_Records for processing_
★ ★ ★ ★ ★

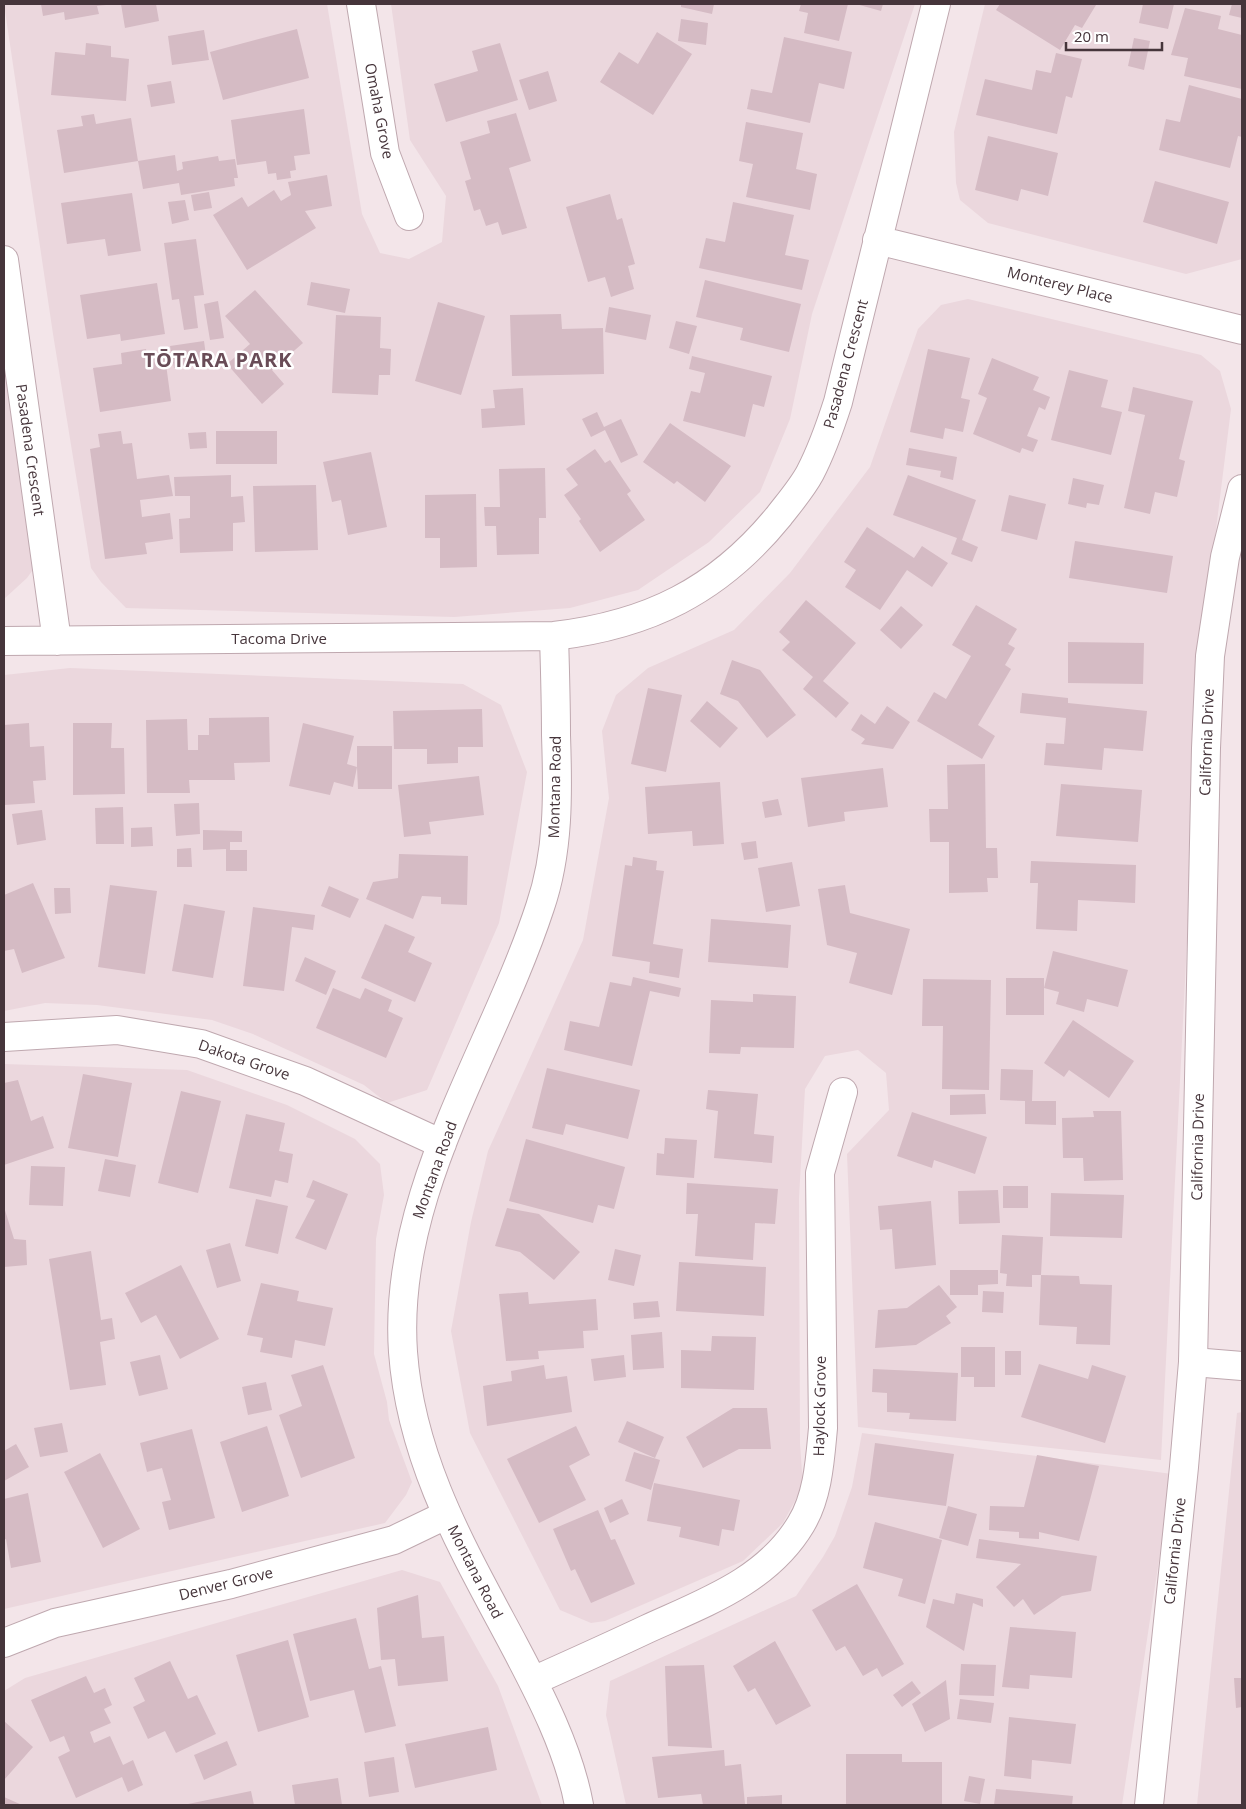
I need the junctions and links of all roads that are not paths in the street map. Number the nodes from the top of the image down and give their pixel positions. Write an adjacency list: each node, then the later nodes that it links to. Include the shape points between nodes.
1 (360, 4): 3 (street, Omaha Grove, via 385,153)
2 (936, 4): 4 (street, Pasadena Crescent)
3 (408, 216)
4 (877, 240): 6 (street, Monterey Place); 8 (street, Pasadena Crescent, via 838,402 824,442 809,475 767,530 740,558 688,596 650,614 588,632)
5 (4, 260): 10 (street, Pasadena Crescent)
6 (1242, 330)
7 (1242, 489): 14 (street, California Drive, via 1225,557 1210,656)
8 (554, 636): 10 (street, Tacoma Drive); 13 (street, Montana Road, via 558,784 552,854 541,905)
9 (4, 641): 10 (street, Tacoma Drive)
10 (57, 641)
11 (4, 1037): 13 (street, Dakota Grove, via 117,1030 201,1044 305,1081)
12 (843, 1092): 18 (street, Haylock Grove, via 820,1173 822,1428 819,1466 802,1523 784,1549 762,1570 738,1586)
13 (442, 1144): 16 (street, Montana Road, via 420,1202 409,1249 403,1351 409,1401 422,1452)
14 (1193, 1362): 15 (street); 20 (street, California Drive)
15 (1242, 1366)
16 (446, 1515): 17 (street, Denver Grove, via 394,1540 232,1584 55,1623); 18 (street, Montana Road)
17 (4, 1643)
18 (533, 1682): 19 (street, Montana Road, via 562,1747)
19 (579, 1805)
20 (1149, 1805)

★ ★ ★ ★ ★

Return the records exactly as they stand, and drop every picture.

I need the junctions and links of all roads that are not paths in the street map. Number the nodes from the top of the image down and give their pixel positions. Write an adjacency list: each node, then the later nodes that it links to. Include the shape points between nodes.
1 (360, 4): 3 (street, Omaha Grove, via 385,153)
2 (936, 4): 4 (street, Pasadena Crescent)
3 (408, 216)
4 (877, 240): 6 (street, Monterey Place); 8 (street, Pasadena Crescent, via 838,402 824,442 809,475 767,530 740,558 688,596 650,614 588,632)
5 (4, 260): 10 (street, Pasadena Crescent)
6 (1242, 330)
7 (1242, 489): 14 (street, California Drive, via 1225,557 1210,656)
8 (554, 636): 10 (street, Tacoma Drive); 13 (street, Montana Road, via 558,784 552,854 541,905)
9 (4, 641): 10 (street, Tacoma Drive)
10 (57, 641)
11 (4, 1037): 13 (street, Dakota Grove, via 117,1030 201,1044 305,1081)
12 (843, 1092): 18 (street, Haylock Grove, via 820,1173 822,1428 819,1466 802,1523 784,1549 762,1570 738,1586)
13 (442, 1144): 16 (street, Montana Road, via 420,1202 409,1249 403,1351 409,1401 422,1452)
14 (1193, 1362): 15 (street); 20 (street, California Drive)
15 (1242, 1366)
16 (446, 1515): 17 (street, Denver Grove, via 394,1540 232,1584 55,1623); 18 (street, Montana Road)
17 (4, 1643)
18 (533, 1682): 19 (street, Montana Road, via 562,1747)
19 (579, 1805)
20 (1149, 1805)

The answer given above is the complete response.